Information shown:
-- Opening Marker --
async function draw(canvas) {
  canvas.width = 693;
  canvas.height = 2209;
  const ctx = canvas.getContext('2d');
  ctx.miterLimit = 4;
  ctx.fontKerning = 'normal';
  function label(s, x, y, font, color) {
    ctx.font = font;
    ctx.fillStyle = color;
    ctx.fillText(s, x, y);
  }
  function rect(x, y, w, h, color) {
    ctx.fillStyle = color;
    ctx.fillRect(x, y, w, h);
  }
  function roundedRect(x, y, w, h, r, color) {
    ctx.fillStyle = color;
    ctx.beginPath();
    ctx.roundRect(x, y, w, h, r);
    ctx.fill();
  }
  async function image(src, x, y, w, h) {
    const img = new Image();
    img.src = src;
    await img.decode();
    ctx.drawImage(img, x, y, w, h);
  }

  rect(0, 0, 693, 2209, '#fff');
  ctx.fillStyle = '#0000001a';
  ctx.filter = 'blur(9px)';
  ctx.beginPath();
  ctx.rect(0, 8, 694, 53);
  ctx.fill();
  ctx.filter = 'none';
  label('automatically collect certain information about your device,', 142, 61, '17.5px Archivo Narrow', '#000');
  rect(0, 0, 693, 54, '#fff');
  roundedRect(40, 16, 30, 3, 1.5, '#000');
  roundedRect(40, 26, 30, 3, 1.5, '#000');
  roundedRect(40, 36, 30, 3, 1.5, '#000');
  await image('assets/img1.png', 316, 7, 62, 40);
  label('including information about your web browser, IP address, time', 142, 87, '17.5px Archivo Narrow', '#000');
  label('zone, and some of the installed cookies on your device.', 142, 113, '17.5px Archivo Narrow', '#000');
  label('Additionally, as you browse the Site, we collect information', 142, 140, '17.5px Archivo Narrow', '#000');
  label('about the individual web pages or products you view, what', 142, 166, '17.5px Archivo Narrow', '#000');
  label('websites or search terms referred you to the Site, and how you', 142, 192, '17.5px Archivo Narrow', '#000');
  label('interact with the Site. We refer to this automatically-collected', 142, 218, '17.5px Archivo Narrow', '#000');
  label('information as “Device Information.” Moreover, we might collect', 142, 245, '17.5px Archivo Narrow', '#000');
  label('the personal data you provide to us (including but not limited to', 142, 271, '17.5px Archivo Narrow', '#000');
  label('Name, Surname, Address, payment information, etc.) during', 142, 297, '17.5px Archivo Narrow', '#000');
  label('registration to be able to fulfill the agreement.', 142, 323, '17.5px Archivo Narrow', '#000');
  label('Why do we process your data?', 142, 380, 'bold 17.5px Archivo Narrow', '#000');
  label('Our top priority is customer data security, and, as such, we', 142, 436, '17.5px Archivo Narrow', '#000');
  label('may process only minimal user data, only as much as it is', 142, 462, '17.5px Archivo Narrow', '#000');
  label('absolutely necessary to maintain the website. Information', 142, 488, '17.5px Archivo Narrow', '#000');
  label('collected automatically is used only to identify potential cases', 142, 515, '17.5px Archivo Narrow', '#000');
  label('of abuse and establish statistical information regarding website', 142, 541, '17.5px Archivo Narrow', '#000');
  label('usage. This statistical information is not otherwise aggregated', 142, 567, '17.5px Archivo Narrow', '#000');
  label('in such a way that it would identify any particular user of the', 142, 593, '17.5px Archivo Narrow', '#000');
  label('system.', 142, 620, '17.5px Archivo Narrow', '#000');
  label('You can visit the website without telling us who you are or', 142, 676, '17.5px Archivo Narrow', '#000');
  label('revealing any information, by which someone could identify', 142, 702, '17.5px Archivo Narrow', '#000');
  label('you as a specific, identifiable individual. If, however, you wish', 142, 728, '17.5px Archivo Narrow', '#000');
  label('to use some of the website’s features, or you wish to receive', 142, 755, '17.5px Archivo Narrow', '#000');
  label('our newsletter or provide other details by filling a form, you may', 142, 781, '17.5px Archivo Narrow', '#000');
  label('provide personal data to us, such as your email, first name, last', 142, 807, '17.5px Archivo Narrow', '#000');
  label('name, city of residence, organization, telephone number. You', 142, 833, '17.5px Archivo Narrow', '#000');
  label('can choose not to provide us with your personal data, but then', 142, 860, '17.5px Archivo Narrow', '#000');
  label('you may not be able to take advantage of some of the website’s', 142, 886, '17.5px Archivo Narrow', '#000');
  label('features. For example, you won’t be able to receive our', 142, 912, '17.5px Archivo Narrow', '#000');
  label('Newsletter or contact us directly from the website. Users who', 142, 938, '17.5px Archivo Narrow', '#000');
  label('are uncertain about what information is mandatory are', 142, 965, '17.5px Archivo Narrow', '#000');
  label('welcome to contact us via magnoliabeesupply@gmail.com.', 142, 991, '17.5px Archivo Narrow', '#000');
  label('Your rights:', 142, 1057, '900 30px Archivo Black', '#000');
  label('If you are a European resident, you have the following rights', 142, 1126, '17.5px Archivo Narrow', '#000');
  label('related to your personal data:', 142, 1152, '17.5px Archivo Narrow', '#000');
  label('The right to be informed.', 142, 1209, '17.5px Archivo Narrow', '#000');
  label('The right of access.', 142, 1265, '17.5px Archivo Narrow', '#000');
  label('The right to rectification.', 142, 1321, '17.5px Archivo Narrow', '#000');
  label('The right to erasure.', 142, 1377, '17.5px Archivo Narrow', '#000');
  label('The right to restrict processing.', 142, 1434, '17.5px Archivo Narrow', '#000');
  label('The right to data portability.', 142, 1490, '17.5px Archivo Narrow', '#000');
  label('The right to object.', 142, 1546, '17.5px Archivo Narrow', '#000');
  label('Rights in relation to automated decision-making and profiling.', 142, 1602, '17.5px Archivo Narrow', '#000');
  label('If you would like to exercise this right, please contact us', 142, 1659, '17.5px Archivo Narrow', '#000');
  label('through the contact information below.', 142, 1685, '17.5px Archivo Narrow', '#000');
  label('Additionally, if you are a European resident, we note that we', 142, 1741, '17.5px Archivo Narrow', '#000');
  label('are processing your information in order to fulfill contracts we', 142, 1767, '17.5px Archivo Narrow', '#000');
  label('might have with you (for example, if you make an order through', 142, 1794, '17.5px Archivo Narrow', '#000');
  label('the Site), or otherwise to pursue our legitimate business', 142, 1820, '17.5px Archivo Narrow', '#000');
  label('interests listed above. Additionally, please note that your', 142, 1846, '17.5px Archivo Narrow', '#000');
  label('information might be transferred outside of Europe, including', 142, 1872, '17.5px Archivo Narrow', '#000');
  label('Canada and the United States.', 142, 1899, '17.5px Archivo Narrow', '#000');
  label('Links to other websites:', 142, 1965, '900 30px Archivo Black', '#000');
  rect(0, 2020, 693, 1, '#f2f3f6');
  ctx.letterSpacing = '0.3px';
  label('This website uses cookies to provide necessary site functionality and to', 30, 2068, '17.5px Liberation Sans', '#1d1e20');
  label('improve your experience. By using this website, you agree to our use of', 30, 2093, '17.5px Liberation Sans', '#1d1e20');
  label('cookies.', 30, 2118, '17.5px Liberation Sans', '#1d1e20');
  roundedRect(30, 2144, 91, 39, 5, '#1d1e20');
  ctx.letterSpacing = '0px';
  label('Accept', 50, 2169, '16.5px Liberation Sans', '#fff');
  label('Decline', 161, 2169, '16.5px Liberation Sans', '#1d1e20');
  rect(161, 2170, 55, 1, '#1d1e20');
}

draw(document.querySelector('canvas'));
-- Closing Marker --
The task: Search the entries for the word "async". Copy every line where it occurs.

Solution for this exercise:
async function draw(canvas) {
  async function image(src, x, y, w, h) {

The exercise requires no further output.